**Exercise brief**
Report how many lines of these entries hold the string "names"; reply with the number alone.

───── Study material ─────

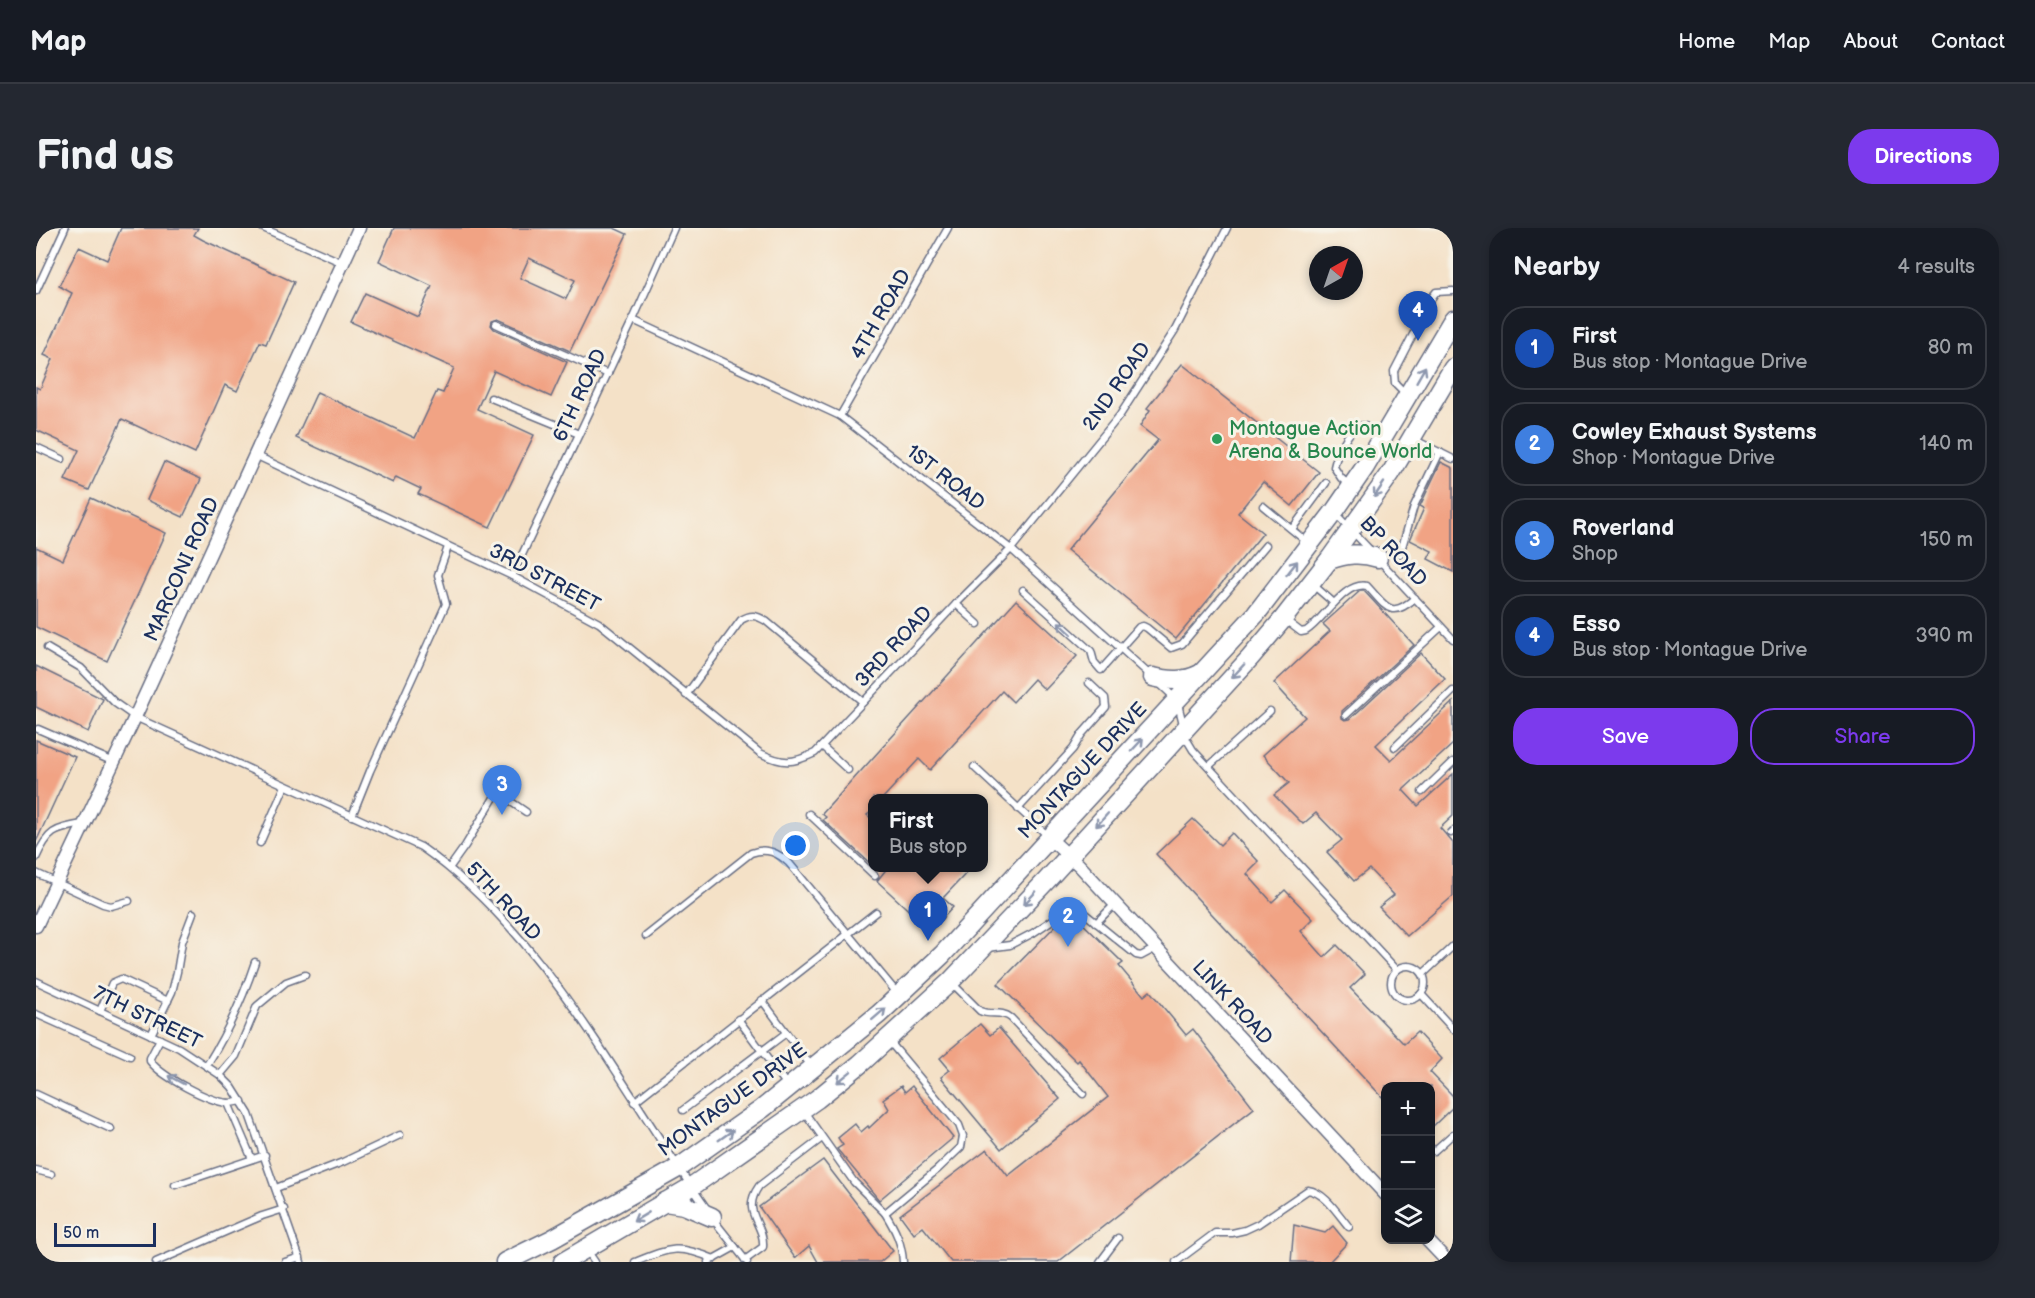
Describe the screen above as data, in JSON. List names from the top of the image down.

─────
───── Study material ─────

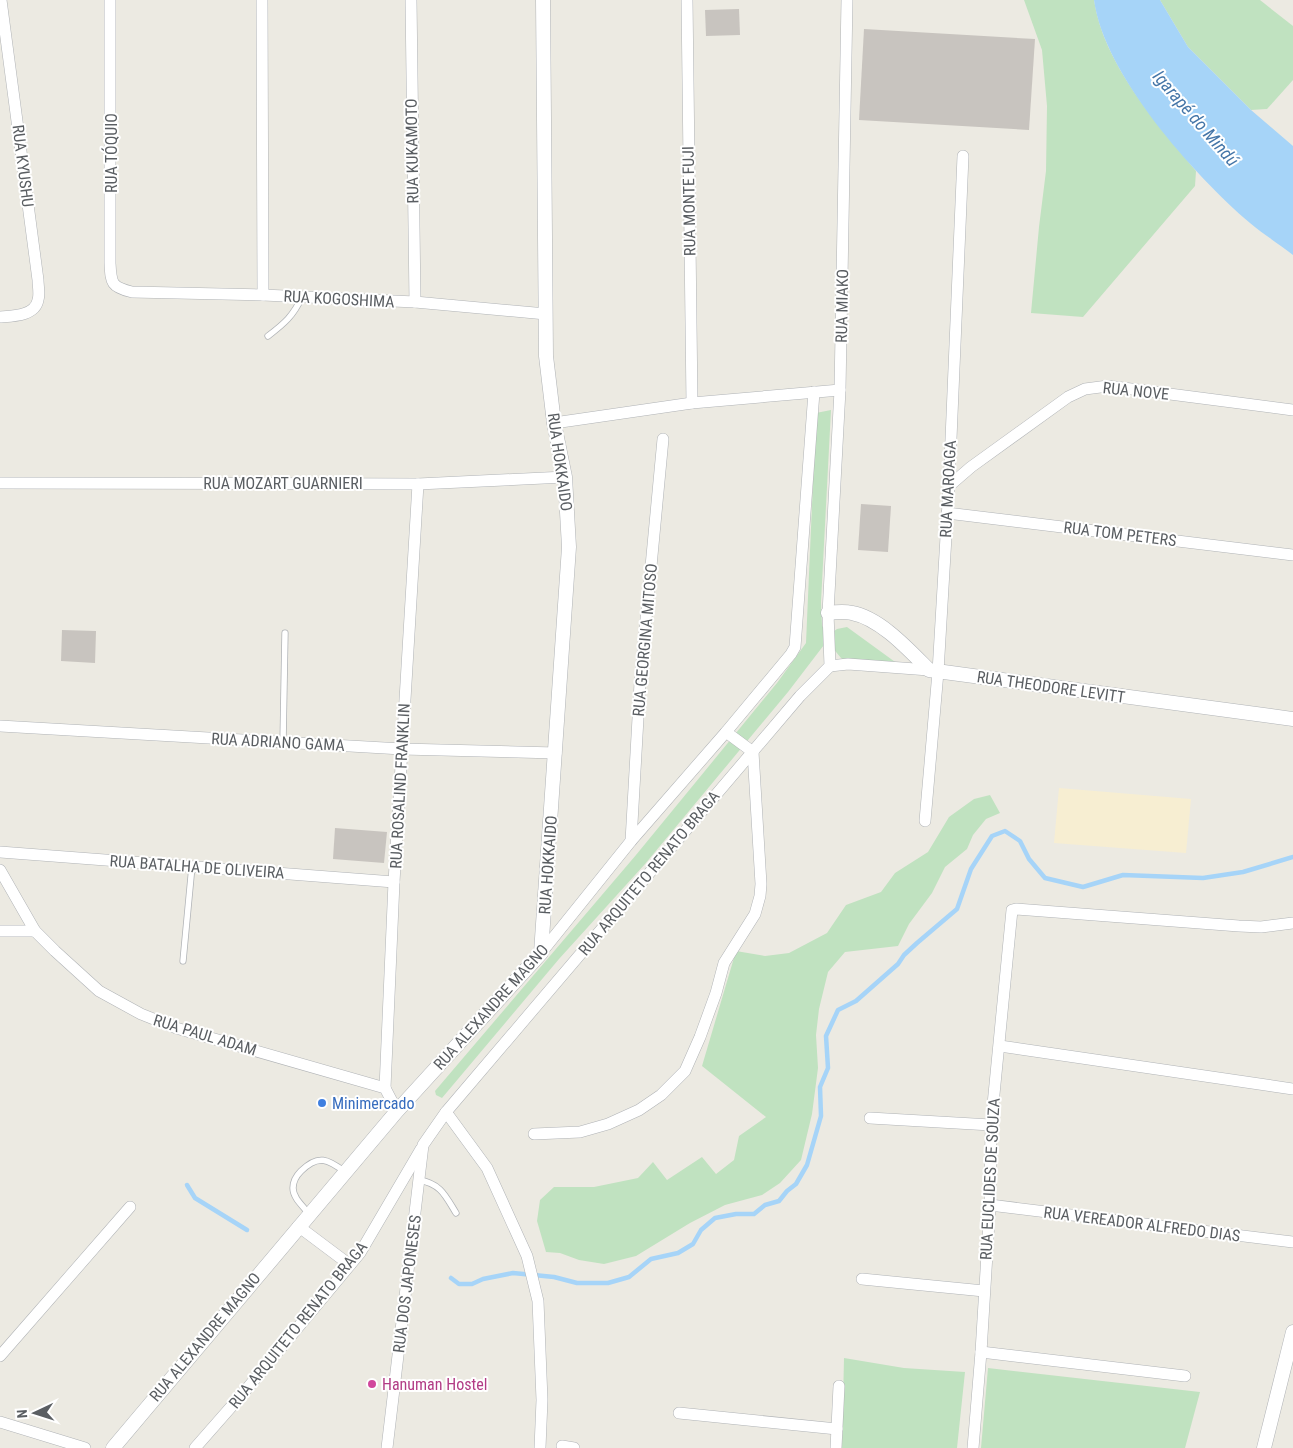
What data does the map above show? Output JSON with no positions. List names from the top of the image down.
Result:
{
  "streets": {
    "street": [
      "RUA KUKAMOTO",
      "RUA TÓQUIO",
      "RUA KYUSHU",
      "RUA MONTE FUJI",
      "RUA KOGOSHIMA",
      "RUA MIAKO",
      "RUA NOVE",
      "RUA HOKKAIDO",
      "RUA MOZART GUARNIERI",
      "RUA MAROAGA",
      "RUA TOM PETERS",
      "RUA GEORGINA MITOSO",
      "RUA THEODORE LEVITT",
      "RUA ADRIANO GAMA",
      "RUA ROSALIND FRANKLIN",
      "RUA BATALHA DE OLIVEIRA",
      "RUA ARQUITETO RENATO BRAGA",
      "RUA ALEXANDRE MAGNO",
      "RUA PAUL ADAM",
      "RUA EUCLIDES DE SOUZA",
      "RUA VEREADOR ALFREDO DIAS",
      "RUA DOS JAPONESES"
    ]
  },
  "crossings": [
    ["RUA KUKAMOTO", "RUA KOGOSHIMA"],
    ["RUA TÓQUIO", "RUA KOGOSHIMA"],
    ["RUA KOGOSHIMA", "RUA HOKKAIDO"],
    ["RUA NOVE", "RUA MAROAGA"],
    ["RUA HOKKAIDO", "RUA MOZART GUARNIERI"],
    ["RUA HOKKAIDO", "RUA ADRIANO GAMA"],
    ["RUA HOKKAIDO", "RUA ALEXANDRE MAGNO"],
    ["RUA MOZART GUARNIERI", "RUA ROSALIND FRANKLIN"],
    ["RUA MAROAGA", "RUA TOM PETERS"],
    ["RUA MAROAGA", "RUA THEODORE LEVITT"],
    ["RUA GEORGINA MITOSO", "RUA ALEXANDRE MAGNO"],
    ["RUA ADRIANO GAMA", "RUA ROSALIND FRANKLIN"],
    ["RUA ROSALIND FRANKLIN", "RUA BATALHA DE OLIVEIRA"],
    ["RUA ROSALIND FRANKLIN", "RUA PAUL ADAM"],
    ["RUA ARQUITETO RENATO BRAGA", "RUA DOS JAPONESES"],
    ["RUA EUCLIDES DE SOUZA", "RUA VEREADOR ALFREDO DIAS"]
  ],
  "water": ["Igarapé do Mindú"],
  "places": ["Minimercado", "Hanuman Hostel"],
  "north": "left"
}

─────

**Final answer**
2